- [Exercise details] Copy out each line of the data that holds the string "main".

- [Given data]
# # # #

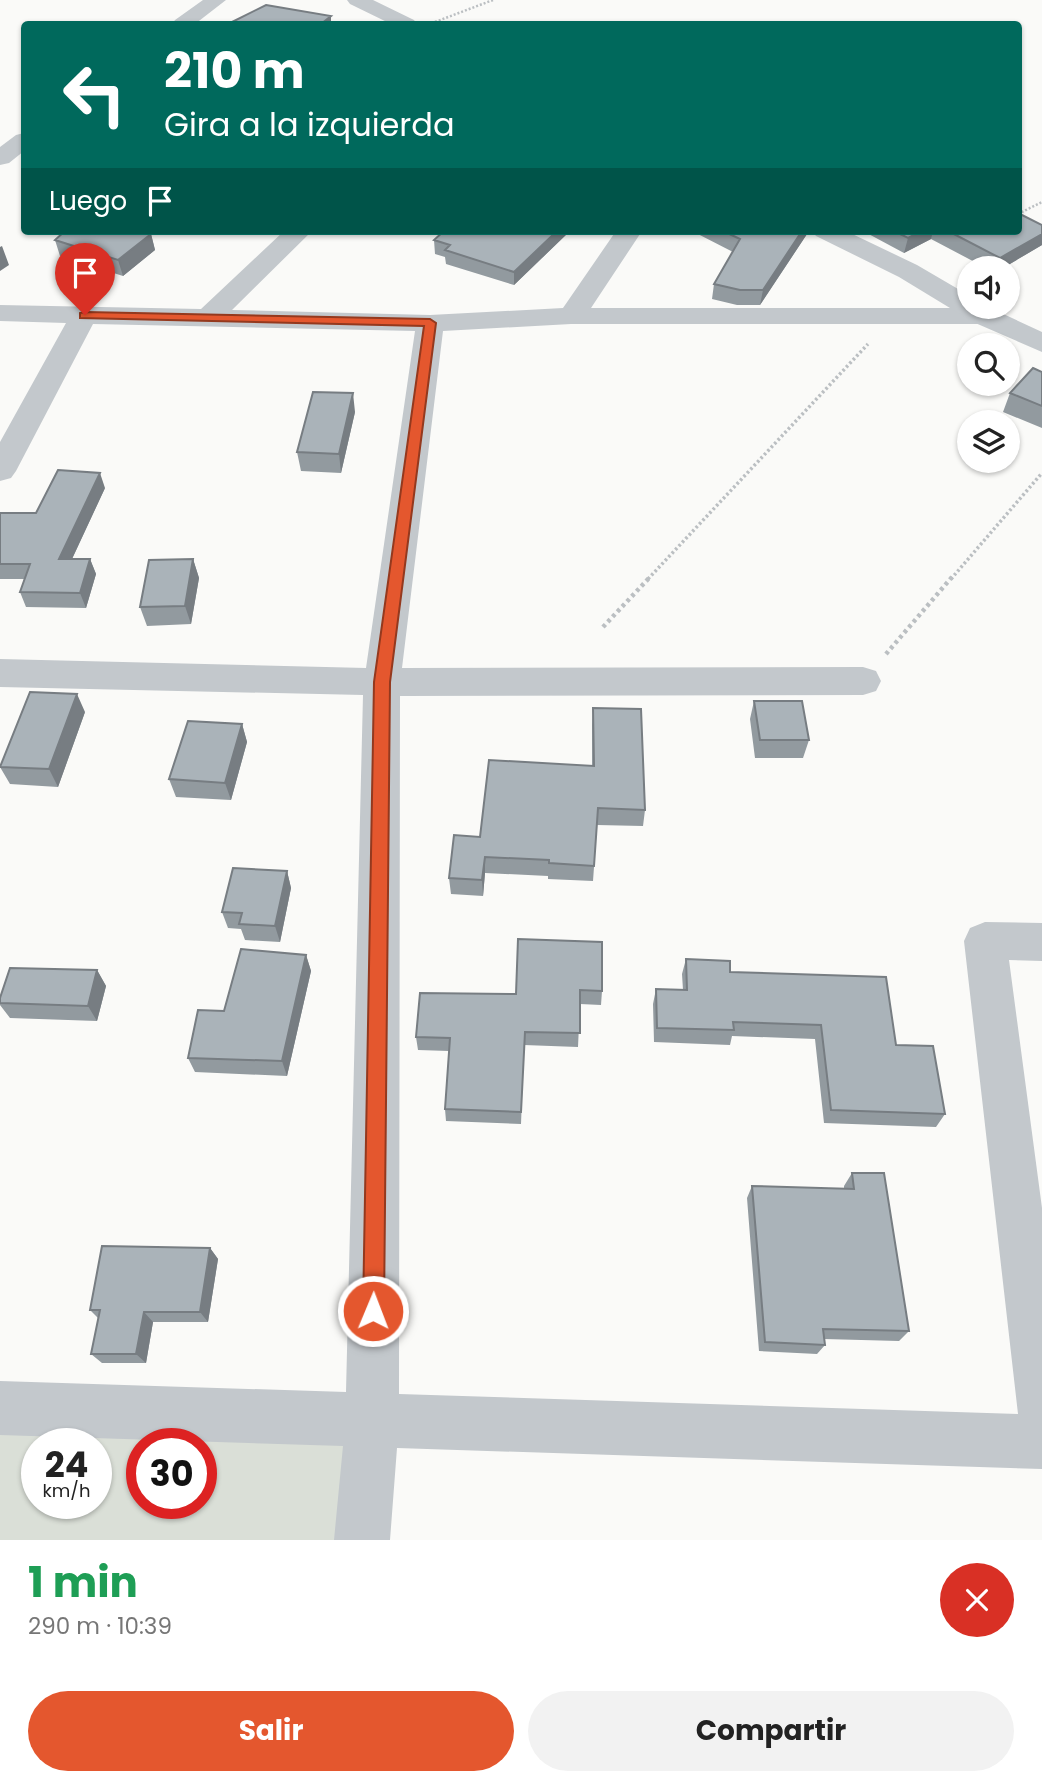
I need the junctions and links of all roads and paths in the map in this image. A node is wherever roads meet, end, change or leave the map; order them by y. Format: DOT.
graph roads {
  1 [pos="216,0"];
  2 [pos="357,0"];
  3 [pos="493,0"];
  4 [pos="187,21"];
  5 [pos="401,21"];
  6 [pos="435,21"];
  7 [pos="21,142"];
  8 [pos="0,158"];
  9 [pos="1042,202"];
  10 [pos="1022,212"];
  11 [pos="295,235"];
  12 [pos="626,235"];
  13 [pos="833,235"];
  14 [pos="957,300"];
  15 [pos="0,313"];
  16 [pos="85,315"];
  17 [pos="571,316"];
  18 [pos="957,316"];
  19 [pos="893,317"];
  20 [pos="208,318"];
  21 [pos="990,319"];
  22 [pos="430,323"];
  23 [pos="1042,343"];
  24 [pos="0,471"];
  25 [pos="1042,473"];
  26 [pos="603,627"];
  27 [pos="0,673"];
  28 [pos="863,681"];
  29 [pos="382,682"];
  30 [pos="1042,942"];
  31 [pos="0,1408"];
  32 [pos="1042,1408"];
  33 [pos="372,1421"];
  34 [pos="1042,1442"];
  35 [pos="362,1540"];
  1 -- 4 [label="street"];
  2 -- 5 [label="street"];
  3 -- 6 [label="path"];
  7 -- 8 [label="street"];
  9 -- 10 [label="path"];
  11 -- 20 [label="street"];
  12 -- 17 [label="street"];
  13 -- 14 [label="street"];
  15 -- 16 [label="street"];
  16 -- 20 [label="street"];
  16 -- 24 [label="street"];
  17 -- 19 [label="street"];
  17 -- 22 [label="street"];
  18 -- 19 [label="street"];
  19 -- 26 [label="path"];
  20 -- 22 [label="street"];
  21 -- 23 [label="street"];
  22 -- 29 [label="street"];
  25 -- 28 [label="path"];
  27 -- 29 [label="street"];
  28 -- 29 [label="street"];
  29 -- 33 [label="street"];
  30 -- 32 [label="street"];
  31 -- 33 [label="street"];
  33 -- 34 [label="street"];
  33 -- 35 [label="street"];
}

# # # #

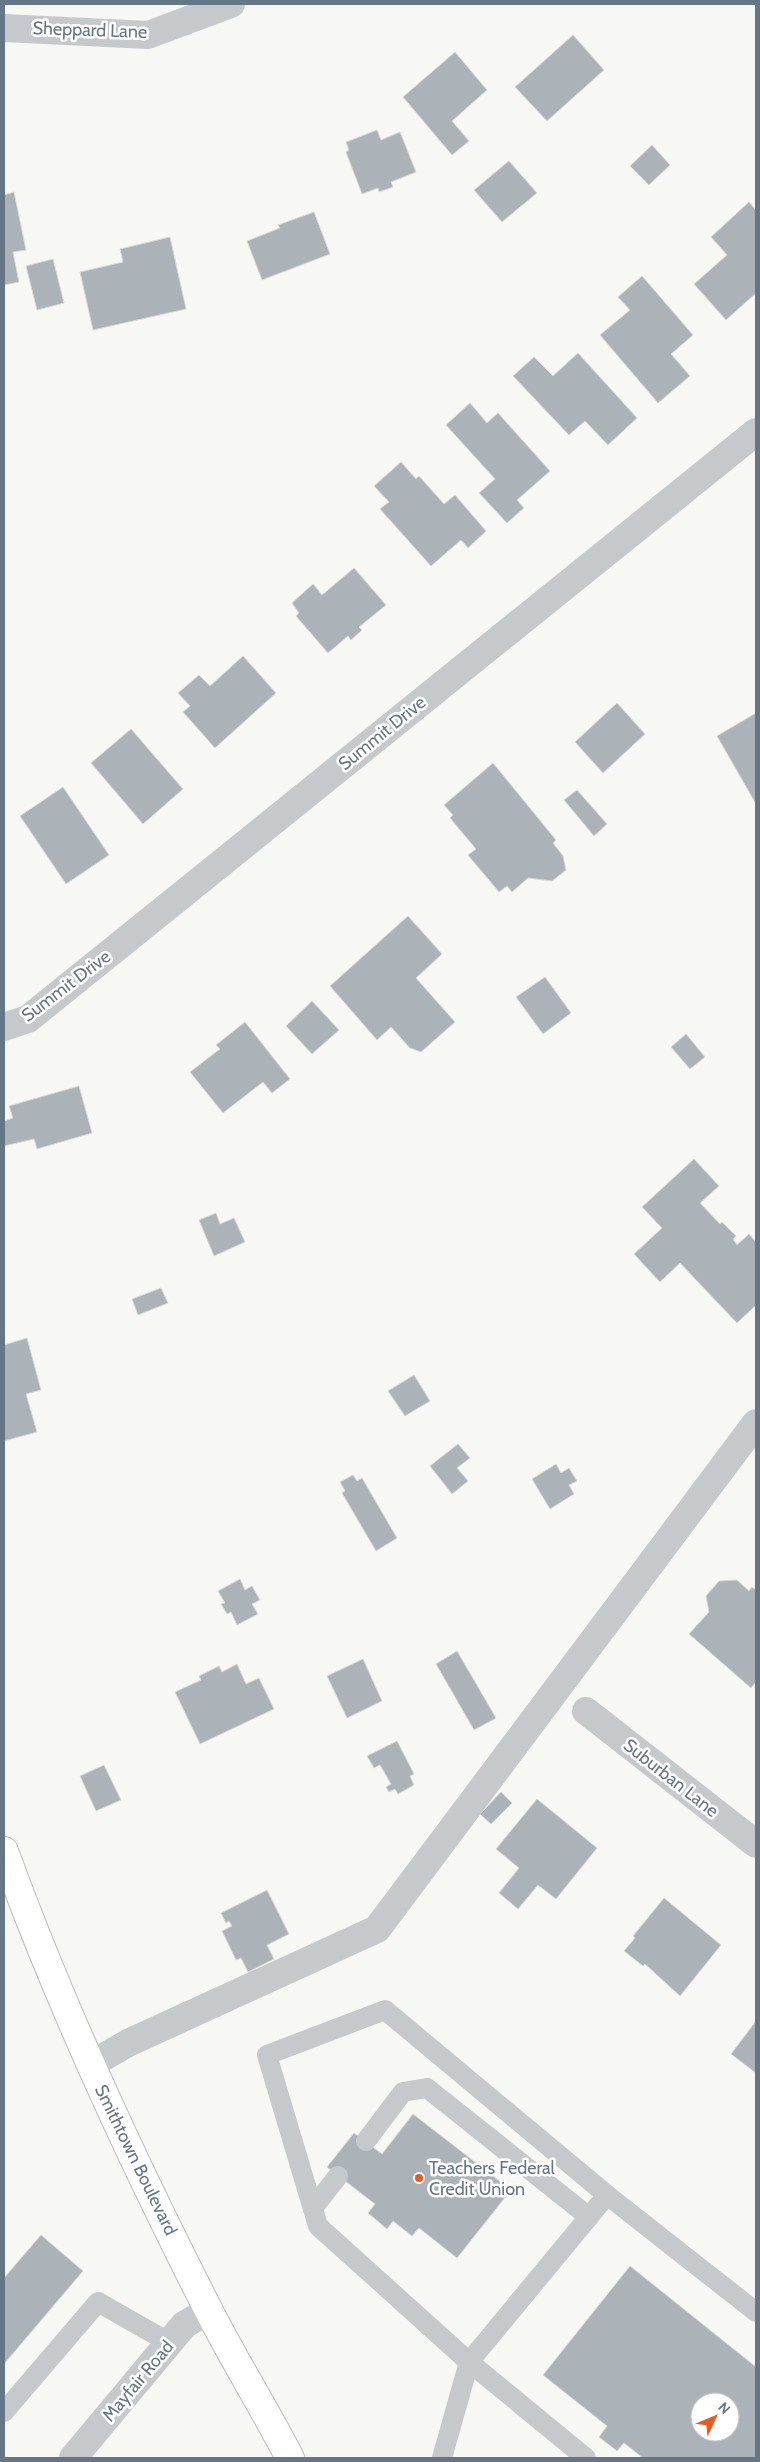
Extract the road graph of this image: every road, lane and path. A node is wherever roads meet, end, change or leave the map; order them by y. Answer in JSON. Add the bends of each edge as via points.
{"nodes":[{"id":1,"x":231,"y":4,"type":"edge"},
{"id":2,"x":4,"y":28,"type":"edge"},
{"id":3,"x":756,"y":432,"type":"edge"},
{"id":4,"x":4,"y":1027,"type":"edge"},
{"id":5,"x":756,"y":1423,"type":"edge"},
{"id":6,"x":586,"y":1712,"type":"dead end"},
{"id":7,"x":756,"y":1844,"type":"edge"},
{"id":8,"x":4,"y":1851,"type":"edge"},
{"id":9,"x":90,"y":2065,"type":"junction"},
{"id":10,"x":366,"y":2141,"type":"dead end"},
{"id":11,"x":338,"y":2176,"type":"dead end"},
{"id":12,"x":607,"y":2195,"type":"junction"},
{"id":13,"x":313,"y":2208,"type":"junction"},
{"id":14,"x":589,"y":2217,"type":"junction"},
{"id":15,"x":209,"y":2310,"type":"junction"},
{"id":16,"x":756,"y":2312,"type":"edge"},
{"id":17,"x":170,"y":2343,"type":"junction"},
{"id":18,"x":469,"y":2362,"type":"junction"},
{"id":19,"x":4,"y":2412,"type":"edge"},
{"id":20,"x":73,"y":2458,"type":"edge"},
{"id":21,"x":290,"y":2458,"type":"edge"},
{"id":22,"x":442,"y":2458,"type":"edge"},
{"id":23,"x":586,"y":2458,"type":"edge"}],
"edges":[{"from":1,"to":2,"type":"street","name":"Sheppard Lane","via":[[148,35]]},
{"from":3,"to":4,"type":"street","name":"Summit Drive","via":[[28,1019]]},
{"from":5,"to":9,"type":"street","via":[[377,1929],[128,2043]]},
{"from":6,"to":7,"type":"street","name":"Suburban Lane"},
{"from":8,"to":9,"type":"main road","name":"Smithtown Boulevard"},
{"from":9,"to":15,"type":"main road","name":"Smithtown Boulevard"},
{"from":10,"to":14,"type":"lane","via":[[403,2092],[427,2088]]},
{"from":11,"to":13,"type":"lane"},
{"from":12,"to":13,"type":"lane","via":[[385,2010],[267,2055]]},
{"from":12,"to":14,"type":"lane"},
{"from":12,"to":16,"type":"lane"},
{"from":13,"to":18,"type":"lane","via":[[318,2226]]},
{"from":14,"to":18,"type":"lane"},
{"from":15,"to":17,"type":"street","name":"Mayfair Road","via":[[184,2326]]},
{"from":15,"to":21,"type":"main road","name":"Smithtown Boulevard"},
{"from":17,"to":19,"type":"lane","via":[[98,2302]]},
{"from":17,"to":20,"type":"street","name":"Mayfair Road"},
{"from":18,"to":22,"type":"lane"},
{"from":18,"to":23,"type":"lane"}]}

# # # #

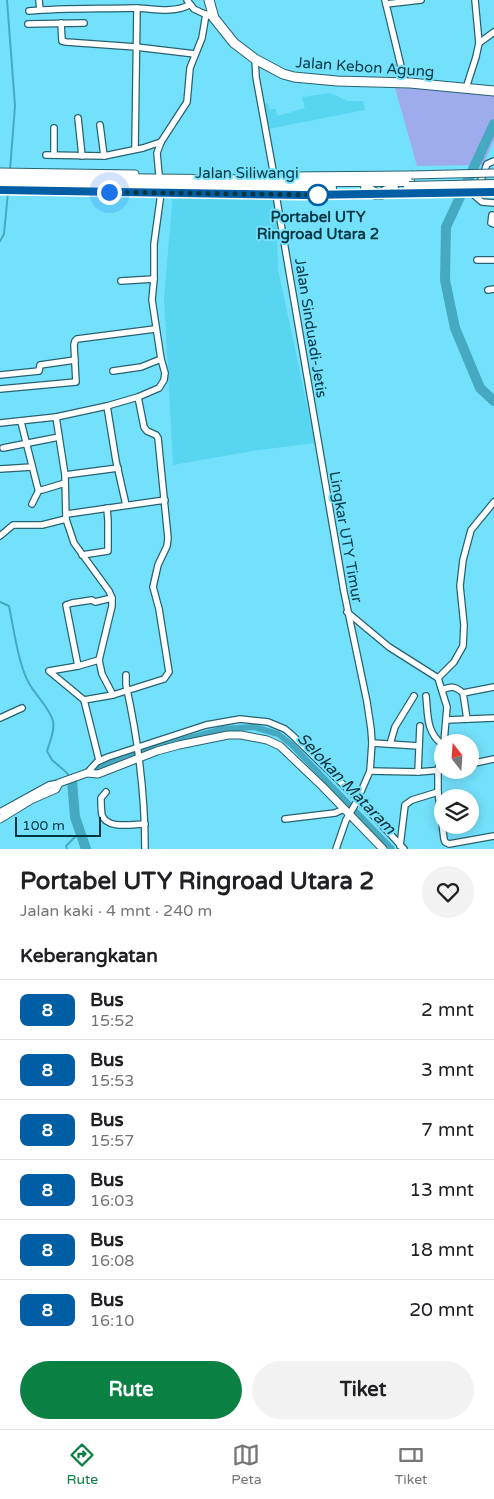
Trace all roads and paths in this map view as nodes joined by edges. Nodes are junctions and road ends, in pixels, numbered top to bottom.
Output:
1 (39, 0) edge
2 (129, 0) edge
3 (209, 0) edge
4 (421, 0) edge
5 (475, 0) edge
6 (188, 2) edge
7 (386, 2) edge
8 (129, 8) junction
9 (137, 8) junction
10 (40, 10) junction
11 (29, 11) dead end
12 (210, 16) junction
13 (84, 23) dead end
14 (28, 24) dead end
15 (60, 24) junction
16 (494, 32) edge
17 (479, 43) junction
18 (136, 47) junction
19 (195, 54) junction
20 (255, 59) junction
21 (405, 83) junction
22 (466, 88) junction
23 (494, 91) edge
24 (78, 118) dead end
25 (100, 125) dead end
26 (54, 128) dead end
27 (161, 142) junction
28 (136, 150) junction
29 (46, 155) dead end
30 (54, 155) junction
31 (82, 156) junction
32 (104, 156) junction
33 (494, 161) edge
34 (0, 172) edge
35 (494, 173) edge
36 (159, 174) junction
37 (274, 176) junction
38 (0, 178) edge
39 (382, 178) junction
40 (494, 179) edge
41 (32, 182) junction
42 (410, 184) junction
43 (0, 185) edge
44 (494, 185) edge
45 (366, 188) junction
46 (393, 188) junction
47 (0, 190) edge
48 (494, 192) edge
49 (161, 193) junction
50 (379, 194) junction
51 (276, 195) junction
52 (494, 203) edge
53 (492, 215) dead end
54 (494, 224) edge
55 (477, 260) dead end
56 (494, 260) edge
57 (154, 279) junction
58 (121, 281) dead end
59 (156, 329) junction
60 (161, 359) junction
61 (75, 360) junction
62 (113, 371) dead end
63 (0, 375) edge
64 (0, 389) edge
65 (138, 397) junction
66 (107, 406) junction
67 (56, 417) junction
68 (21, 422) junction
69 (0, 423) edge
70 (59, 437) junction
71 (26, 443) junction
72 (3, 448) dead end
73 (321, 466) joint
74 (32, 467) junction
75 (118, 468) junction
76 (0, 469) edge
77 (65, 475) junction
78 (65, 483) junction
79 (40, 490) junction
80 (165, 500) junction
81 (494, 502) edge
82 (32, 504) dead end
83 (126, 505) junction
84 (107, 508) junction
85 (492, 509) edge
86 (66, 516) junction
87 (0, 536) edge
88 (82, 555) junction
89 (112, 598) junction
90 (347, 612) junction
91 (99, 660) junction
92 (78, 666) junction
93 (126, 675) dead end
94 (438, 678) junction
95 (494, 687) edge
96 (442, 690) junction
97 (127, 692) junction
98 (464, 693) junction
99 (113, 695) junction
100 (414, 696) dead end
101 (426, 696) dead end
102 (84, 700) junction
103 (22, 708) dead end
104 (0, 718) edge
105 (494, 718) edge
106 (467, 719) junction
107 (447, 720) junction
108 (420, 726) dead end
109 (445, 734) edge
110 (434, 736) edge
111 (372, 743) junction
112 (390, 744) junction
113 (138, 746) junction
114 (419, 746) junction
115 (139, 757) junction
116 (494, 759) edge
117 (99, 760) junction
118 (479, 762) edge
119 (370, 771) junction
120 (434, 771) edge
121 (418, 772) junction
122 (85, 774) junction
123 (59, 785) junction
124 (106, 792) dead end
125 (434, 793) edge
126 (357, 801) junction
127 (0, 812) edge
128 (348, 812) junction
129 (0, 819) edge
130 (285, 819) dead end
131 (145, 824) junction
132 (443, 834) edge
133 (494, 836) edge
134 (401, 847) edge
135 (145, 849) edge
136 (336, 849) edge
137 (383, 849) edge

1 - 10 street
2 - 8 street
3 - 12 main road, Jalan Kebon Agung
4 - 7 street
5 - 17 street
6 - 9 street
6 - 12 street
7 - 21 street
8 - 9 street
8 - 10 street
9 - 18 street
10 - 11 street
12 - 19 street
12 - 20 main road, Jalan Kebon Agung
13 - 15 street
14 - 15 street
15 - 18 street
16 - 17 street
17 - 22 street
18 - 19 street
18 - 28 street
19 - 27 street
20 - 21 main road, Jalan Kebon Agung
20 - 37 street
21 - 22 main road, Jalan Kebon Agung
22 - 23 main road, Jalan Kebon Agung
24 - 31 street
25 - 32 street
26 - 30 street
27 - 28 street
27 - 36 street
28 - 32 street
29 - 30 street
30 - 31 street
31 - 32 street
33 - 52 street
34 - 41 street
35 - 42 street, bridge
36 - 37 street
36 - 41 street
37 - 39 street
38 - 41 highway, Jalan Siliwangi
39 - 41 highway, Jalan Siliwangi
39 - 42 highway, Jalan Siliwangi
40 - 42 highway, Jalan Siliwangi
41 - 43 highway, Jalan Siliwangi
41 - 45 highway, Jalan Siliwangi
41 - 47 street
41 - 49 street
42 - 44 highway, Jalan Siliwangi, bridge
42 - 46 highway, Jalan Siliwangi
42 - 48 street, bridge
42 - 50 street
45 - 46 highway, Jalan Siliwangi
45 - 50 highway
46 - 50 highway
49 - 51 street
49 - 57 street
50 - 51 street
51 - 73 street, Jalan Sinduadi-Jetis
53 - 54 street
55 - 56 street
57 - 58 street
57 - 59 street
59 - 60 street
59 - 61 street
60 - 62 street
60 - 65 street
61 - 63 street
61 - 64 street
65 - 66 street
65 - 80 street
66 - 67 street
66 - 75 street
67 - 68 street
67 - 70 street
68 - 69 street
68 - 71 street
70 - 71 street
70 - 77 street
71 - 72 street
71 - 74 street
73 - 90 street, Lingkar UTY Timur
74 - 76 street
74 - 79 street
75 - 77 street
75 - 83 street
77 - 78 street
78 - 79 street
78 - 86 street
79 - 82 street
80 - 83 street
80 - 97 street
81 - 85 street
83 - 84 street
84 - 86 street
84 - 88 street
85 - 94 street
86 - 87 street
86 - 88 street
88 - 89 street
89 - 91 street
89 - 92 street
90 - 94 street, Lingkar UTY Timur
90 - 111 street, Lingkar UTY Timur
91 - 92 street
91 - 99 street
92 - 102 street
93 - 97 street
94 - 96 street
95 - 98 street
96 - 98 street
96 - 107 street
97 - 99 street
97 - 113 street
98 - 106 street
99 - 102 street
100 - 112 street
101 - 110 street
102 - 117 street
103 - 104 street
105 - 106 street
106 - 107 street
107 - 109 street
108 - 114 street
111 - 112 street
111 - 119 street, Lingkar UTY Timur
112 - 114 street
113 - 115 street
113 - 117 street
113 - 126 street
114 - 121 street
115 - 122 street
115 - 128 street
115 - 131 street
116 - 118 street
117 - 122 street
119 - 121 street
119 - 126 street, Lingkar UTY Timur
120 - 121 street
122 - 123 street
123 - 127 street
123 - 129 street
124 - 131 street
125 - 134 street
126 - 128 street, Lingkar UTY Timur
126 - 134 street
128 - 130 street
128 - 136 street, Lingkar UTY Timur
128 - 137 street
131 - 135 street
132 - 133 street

# # # #

- [Solution to this exercise]
{"from":8,"to":9,"type":"main road","name":"Smithtown Boulevard"},
{"from":9,"to":15,"type":"main road","name":"Smithtown Boulevard"},
{"from":15,"to":21,"type":"main road","name":"Smithtown Boulevard"},
3 - 12 main road, Jalan Kebon Agung
12 - 20 main road, Jalan Kebon Agung
20 - 21 main road, Jalan Kebon Agung
21 - 22 main road, Jalan Kebon Agung
22 - 23 main road, Jalan Kebon Agung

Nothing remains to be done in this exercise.